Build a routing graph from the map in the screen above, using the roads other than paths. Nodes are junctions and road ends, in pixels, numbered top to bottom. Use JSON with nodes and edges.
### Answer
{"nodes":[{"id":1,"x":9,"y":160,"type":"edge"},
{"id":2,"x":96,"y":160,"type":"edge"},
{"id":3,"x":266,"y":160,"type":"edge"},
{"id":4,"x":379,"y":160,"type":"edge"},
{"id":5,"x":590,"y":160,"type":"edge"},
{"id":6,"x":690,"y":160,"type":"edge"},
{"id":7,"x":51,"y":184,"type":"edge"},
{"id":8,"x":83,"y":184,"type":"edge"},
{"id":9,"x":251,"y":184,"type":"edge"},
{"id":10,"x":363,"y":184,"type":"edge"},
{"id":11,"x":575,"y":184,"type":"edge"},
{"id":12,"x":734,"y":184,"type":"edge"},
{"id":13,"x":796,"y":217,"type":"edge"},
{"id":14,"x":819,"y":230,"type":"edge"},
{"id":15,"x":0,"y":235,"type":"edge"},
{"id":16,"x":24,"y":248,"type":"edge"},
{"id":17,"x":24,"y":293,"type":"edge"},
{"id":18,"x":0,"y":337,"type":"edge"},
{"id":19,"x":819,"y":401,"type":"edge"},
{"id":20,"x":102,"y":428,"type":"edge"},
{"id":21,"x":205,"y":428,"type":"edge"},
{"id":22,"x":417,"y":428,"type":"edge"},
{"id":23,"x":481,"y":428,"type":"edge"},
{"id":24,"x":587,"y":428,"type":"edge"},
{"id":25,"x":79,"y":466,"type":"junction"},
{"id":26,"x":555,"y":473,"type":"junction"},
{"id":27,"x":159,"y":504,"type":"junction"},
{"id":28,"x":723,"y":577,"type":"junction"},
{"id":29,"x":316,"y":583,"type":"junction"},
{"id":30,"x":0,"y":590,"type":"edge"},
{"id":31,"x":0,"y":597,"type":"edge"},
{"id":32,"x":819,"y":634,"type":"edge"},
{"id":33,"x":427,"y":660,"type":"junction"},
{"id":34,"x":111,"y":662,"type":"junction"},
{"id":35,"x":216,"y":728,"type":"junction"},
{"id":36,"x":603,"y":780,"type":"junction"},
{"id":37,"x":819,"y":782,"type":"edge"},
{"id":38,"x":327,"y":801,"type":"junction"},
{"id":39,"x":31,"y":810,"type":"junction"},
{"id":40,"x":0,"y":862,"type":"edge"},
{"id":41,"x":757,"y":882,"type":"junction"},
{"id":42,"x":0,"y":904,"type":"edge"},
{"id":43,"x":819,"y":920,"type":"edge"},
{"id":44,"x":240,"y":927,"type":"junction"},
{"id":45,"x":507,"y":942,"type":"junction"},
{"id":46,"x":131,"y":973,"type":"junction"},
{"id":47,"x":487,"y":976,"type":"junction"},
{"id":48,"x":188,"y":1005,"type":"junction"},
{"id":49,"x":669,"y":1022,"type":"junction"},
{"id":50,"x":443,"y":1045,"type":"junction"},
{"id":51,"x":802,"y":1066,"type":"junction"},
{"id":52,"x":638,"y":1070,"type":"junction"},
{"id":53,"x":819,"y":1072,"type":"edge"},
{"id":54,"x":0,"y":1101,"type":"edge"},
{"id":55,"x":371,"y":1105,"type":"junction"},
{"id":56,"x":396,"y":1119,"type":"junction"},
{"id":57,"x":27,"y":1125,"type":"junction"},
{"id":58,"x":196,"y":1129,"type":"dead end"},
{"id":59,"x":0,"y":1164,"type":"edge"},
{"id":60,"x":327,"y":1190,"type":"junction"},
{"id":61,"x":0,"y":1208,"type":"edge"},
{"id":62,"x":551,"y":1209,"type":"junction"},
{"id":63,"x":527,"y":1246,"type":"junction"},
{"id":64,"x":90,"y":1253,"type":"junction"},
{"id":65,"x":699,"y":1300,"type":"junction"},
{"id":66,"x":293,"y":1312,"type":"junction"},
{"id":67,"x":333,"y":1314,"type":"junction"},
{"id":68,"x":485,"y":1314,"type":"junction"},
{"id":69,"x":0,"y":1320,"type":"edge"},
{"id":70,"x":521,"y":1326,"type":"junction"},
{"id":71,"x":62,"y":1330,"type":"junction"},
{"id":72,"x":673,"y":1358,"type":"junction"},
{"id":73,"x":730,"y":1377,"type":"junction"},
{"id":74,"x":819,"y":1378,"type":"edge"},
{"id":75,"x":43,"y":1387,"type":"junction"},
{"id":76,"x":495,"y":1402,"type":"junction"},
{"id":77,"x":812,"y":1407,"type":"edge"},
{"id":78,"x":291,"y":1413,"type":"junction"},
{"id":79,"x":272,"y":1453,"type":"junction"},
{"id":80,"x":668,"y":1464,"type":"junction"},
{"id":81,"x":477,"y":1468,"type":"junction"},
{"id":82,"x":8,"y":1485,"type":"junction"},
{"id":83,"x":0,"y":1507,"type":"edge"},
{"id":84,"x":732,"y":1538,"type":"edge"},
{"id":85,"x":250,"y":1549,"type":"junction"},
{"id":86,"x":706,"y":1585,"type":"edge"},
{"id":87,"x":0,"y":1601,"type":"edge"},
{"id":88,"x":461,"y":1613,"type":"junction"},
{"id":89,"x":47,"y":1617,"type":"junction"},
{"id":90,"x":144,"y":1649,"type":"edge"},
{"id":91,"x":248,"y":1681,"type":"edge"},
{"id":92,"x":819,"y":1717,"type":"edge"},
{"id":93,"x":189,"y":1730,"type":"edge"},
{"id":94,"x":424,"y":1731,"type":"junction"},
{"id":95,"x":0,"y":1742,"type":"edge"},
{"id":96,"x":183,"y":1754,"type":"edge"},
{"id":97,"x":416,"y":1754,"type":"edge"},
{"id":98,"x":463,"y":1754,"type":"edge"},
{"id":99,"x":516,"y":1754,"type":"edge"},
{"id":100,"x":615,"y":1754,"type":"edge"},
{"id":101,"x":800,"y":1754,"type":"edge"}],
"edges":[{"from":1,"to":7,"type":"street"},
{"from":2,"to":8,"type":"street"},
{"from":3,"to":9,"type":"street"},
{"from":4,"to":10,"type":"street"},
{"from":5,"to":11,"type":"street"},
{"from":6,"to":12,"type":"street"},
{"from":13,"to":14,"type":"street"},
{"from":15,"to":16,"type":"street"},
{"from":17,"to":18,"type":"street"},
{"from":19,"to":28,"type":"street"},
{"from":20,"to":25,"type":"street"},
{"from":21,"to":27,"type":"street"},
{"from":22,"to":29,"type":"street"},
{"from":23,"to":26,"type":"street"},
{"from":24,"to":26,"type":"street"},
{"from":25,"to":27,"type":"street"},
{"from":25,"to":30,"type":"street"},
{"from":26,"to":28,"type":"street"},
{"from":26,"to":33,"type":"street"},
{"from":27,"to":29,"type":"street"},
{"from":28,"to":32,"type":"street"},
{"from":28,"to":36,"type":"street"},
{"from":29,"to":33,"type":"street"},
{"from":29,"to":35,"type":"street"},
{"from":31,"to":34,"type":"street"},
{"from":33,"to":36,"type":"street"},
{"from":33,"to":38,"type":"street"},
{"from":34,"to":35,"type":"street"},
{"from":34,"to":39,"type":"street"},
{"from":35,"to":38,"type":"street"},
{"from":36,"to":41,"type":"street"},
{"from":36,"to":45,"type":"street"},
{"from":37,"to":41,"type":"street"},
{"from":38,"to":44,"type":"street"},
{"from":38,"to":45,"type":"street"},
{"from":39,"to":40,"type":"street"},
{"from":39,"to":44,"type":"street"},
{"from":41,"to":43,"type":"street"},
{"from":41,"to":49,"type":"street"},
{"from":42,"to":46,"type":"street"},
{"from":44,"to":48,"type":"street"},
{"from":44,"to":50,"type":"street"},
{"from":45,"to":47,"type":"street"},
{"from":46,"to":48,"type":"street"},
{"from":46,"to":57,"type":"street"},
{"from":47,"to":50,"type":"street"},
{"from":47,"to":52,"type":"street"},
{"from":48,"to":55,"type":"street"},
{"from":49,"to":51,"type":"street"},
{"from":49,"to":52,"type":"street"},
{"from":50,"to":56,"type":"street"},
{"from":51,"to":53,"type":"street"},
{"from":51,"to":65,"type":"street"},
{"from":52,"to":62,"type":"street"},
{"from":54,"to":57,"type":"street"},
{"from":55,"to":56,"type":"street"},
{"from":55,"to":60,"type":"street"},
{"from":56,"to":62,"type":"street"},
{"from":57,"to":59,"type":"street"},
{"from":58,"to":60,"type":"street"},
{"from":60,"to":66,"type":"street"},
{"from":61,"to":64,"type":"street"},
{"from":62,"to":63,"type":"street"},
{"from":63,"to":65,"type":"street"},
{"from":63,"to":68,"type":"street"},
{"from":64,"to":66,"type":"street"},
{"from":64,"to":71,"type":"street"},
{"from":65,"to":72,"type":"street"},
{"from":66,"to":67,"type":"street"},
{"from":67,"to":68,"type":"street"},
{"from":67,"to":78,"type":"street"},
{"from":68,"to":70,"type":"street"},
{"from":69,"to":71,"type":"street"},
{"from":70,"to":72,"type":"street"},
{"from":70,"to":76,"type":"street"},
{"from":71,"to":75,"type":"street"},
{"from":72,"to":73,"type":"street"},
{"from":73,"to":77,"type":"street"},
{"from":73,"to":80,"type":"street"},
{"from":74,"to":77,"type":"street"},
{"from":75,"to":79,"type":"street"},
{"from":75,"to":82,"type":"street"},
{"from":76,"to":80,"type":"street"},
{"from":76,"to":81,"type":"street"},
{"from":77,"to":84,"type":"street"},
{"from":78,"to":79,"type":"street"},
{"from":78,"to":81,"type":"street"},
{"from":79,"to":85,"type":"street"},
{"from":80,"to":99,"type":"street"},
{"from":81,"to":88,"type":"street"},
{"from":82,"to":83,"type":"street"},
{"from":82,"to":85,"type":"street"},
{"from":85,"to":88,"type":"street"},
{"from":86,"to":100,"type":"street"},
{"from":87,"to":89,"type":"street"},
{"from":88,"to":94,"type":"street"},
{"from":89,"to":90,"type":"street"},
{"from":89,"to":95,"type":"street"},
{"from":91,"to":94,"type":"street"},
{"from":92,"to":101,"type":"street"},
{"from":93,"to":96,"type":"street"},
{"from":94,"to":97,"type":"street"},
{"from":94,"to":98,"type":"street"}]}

Required action -
Keep only those lines of the records that hold "edges", and return them.

Problem solution -
Build a routing graph from the map in the screen above, using the roads other than paths. Nodes are junctions and road ends, in pixels, numbered top to bottom. Use JSON with nodes and edges.
"edges":[{"from":1,"to":7,"type":"street"},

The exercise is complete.